=== Study material ===

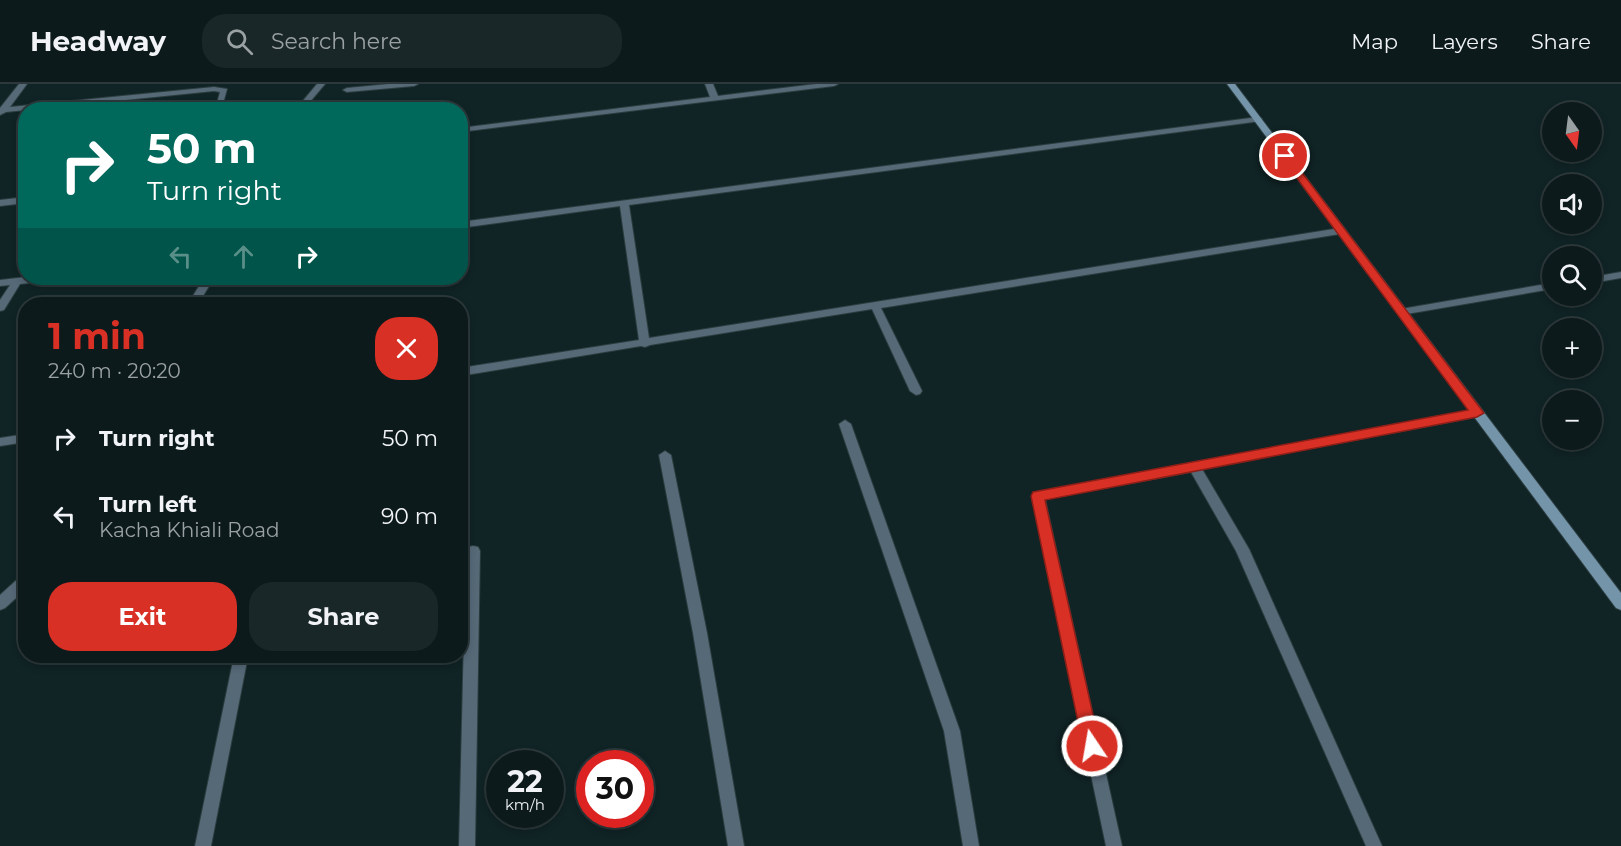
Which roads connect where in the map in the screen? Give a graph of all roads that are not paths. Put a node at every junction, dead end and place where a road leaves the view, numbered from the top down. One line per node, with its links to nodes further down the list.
1 (23, 84): 15 (street)
2 (321, 84): 13 (street)
3 (414, 84): 7 (street)
4 (709, 84): 9 (street)
5 (828, 84): 9 (street)
6 (1231, 84): 16 (street)
7 (347, 90)
8 (123, 97): 10 (street); 11 (street); 12 (street)
9 (715, 99): 17 (street)
10 (79, 102)
11 (119, 102)
12 (221, 102)
13 (305, 102)
14 (18, 109): 15 (street)
15 (1, 111)
16 (1258, 119): 20 (street); 22 (street)
17 (468, 129)
18 (18, 201): 19 (street)
19 (0, 203)
20 (624, 203): 21 (street); 31 (street)
21 (468, 224)
22 (1340, 231): 28 (street); 30 (street)
23 (1621, 275): 24 (street)
24 (1602, 278)
25 (17, 281): 26 (street); 29 (street)
26 (0, 283)
27 (1542, 288): 30 (street)
28 (876, 307): 31 (street); 33 (street)
29 (0, 308)
30 (1401, 312): 34 (street)
31 (645, 344): 32 (street)
32 (468, 371)
33 (916, 391)
34 (1477, 413): 39 (street); 43 (street)
35 (845, 424): 48 (street)
36 (18, 439): 37 (street)
37 (0, 442)
38 (665, 455): 47 (street)
39 (1194, 466): 49 (street); 50 (street)
40 (473, 551): 46 (street)
41 (18, 587): 42 (street)
42 (0, 604)
43 (1621, 604)
44 (240, 663): 45 (street)
45 (202, 846)
46 (467, 846)
47 (736, 846)
48 (971, 846)
49 (1114, 846)
50 (1374, 846)

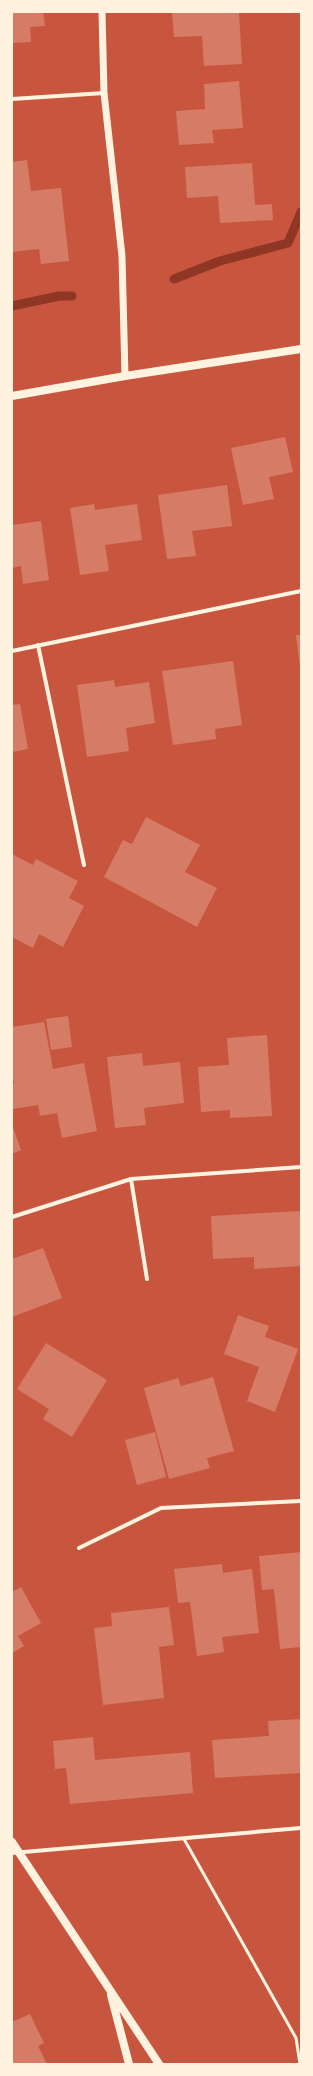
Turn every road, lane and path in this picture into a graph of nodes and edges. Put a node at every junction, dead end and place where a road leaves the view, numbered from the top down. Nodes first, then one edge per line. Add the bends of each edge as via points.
1 (102, 12) edge
2 (104, 93) junction
3 (12, 98) edge
4 (301, 349) edge
5 (125, 376) junction
6 (12, 396) edge
7 (301, 591) edge
8 (38, 645) junction
9 (12, 651) edge
10 (84, 865) dead end
11 (301, 1167) edge
12 (131, 1179) junction
13 (12, 1217) edge
14 (146, 1279) dead end
15 (301, 1501) edge
16 (79, 1548) dead end
17 (301, 1828) edge
18 (184, 1839) junction
19 (12, 1842) edge
20 (16, 1853) edge
21 (109, 1989) junction
22 (129, 2064) edge
23 (158, 2064) edge
24 (300, 2064) edge

1 - 2 street
2 - 3 street
2 - 5 street via 122,256
4 - 5 main road
5 - 6 main road
7 - 8 street
8 - 9 street
8 - 10 street
11 - 12 street
12 - 13 street
12 - 14 street
15 - 16 street via 161,1508
17 - 18 street
18 - 20 street
18 - 24 lane via 296,2038
19 - 20 main road
20 - 21 main road
21 - 22 main road
21 - 23 main road

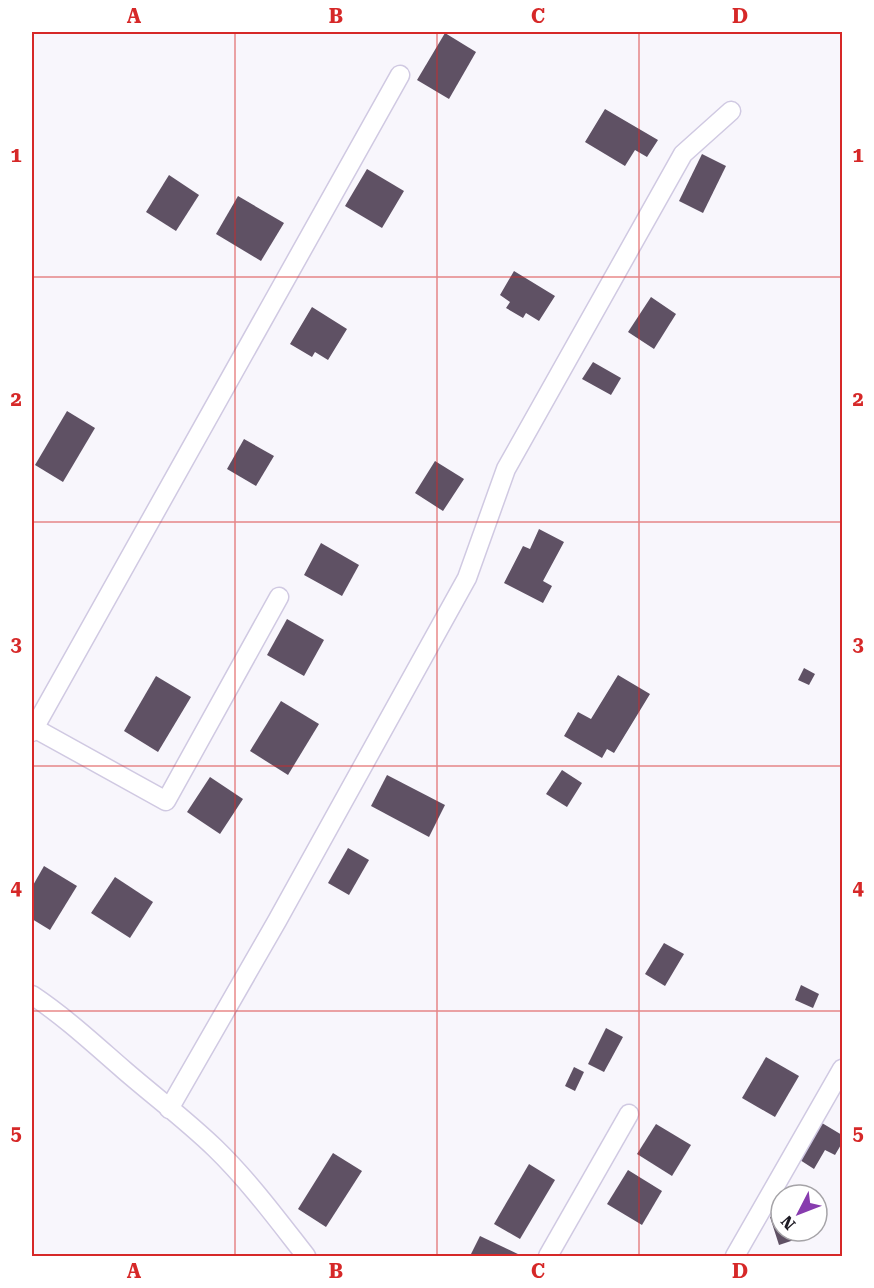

===

- Assignment
With the pictures omitted, give every line above again exactly.

- Answer space
Which roads connect where in the map in the screen? Give a graph of all roads that are not paths. Put a node at every junction, dead end and place where a road leaves the view, numbered from the top down. One line per node, with its links to nodes further down the list.
1 (23, 84): 15 (street)
2 (321, 84): 13 (street)
3 (414, 84): 7 (street)
4 (709, 84): 9 (street)
5 (828, 84): 9 (street)
6 (1231, 84): 16 (street)
7 (347, 90)
8 (123, 97): 10 (street); 11 (street); 12 (street)
9 (715, 99): 17 (street)
10 (79, 102)
11 (119, 102)
12 (221, 102)
13 (305, 102)
14 (18, 109): 15 (street)
15 (1, 111)
16 (1258, 119): 20 (street); 22 (street)
17 (468, 129)
18 (18, 201): 19 (street)
19 (0, 203)
20 (624, 203): 21 (street); 31 (street)
21 (468, 224)
22 (1340, 231): 28 (street); 30 (street)
23 (1621, 275): 24 (street)
24 (1602, 278)
25 (17, 281): 26 (street); 29 (street)
26 (0, 283)
27 (1542, 288): 30 (street)
28 (876, 307): 31 (street); 33 (street)
29 (0, 308)
30 (1401, 312): 34 (street)
31 (645, 344): 32 (street)
32 (468, 371)
33 (916, 391)
34 (1477, 413): 39 (street); 43 (street)
35 (845, 424): 48 (street)
36 (18, 439): 37 (street)
37 (0, 442)
38 (665, 455): 47 (street)
39 (1194, 466): 49 (street); 50 (street)
40 (473, 551): 46 (street)
41 (18, 587): 42 (street)
42 (0, 604)
43 (1621, 604)
44 (240, 663): 45 (street)
45 (202, 846)
46 (467, 846)
47 (736, 846)
48 (971, 846)
49 (1114, 846)
50 (1374, 846)

Turn every road, lane and path in this picture into a graph of nodes and edges. Put a node at every junction, dead end and place where a road leaves the view, numbered from the top down. Nodes first, then one edge per line. Add the bends of each edge as via points.
1 (102, 12) edge
2 (104, 93) junction
3 (12, 98) edge
4 (301, 349) edge
5 (125, 376) junction
6 (12, 396) edge
7 (301, 591) edge
8 (38, 645) junction
9 (12, 651) edge
10 (84, 865) dead end
11 (301, 1167) edge
12 (131, 1179) junction
13 (12, 1217) edge
14 (146, 1279) dead end
15 (301, 1501) edge
16 (79, 1548) dead end
17 (301, 1828) edge
18 (184, 1839) junction
19 (12, 1842) edge
20 (16, 1853) edge
21 (109, 1989) junction
22 (129, 2064) edge
23 (158, 2064) edge
24 (300, 2064) edge

1 - 2 street
2 - 3 street
2 - 5 street via 122,256
4 - 5 main road
5 - 6 main road
7 - 8 street
8 - 9 street
8 - 10 street
11 - 12 street
12 - 13 street
12 - 14 street
15 - 16 street via 161,1508
17 - 18 street
18 - 20 street
18 - 24 lane via 296,2038
19 - 20 main road
20 - 21 main road
21 - 22 main road
21 - 23 main road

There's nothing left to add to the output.